6. Bait your posts, but don’t overdo it

“Link-baiting” is a commonly (mis)used social network posting practice that involves a teaser headline that sets up some kind of payoff if the user clicks through. These are typically favorites of viral/trending news sites, and they endure because they work. The key is to make sure the “payoff” of the post is proportional to the teaser. For example, let’s say you have a post where you’re citing a study on texting while driving and you “tease” the user into clicking through and engaging by saying something like, “You won’t believe the surprising new data found about texting while driving.” The user clicks through, and he finds out that the data you’re presenting is pretty much common knowledge — texting while driving is dangerous. He’s going to be pretty upset that you teased a big reveal that most people know already.
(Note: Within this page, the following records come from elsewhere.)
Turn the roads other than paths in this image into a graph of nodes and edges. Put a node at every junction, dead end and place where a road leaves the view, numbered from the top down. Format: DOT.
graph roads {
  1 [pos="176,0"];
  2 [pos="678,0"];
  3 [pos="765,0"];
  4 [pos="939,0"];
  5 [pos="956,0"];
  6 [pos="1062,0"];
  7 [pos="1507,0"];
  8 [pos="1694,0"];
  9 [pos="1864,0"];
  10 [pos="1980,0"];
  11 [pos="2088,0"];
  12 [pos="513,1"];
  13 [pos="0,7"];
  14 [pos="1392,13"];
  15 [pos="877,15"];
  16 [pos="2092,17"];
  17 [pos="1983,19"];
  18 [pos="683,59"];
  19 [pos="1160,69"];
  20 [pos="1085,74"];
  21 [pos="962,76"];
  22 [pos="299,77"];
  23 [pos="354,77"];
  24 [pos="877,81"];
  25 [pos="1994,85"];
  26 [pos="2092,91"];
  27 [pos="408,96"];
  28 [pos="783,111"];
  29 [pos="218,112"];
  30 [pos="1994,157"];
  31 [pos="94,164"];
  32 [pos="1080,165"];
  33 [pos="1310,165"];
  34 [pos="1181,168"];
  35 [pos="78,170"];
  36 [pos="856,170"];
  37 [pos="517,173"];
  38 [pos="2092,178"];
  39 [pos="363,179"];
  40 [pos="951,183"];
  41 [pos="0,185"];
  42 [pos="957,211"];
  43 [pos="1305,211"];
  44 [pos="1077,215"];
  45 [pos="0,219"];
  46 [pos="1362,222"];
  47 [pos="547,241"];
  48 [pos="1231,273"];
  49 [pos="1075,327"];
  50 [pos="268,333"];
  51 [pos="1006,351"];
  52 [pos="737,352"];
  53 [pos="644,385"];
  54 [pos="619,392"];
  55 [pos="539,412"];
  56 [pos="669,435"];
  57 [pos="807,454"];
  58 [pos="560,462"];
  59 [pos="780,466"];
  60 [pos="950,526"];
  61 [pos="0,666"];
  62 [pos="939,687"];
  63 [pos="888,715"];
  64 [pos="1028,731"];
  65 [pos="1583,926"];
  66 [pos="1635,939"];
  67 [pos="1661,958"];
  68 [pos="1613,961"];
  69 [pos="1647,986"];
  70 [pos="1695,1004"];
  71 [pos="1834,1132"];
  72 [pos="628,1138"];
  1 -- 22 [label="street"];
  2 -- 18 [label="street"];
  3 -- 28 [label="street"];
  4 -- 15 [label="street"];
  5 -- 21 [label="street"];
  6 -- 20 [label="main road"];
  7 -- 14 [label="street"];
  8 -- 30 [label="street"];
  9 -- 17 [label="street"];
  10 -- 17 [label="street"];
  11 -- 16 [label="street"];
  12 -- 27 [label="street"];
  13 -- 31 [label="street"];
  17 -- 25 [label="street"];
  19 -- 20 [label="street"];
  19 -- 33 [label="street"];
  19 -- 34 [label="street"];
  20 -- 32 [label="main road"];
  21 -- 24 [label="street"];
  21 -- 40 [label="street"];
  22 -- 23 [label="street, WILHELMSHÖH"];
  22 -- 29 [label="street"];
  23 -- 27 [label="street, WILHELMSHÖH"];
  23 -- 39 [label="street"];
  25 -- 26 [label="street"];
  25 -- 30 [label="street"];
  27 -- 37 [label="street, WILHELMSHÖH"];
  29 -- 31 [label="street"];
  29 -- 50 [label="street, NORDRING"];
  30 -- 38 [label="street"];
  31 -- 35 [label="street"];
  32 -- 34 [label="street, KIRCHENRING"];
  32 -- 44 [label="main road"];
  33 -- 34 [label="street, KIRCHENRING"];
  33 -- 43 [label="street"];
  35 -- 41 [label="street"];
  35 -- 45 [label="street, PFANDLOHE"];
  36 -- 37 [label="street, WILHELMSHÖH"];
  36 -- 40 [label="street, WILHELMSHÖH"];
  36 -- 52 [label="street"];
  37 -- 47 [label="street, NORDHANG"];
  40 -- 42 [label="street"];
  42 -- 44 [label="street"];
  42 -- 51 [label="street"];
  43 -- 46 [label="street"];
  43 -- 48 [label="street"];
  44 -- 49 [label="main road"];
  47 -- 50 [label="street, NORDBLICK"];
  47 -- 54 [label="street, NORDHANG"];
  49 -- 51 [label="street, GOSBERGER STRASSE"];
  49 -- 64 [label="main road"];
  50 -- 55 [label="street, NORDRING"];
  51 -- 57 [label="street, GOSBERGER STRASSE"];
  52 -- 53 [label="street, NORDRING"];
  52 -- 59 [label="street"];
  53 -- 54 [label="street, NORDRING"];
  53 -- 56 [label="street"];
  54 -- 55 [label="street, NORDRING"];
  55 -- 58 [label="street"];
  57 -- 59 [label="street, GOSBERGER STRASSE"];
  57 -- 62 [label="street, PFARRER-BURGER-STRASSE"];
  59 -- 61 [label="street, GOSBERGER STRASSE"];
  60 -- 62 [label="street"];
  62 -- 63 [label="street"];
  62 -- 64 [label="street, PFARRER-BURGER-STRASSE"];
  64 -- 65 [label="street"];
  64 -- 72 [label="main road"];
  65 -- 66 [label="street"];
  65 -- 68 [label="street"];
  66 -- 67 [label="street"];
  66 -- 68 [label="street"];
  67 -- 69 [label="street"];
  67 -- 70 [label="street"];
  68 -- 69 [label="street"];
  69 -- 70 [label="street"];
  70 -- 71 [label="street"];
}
But if you cited a new study that shows texting while driving actually makes some people BETTER drivers — well, that would be a shocking reveal worthy of the headline buildup.

(Good luck finding anything reputable on that, though, because texting while driving is totally dangerous and about the worst thing you can do as a driver.)


7. Engage with the engaged

Finally, don’t let your engaged users post into a vacuum. If they’re truly engaging with, commenting on, and sharing the content you’re sharing, jump in to the mix. Answer questions, offer new insights, thank them for their perspectives. Engaging with the engaged improves the odds that they will remember you when the need arises for insurance.


In Summary

Social networking is still one of the cheapest and easiest-to-use tools for online marketing. If you’re not using it, then you should be. Try the 7 tips listed above, and see what it does for your engagement.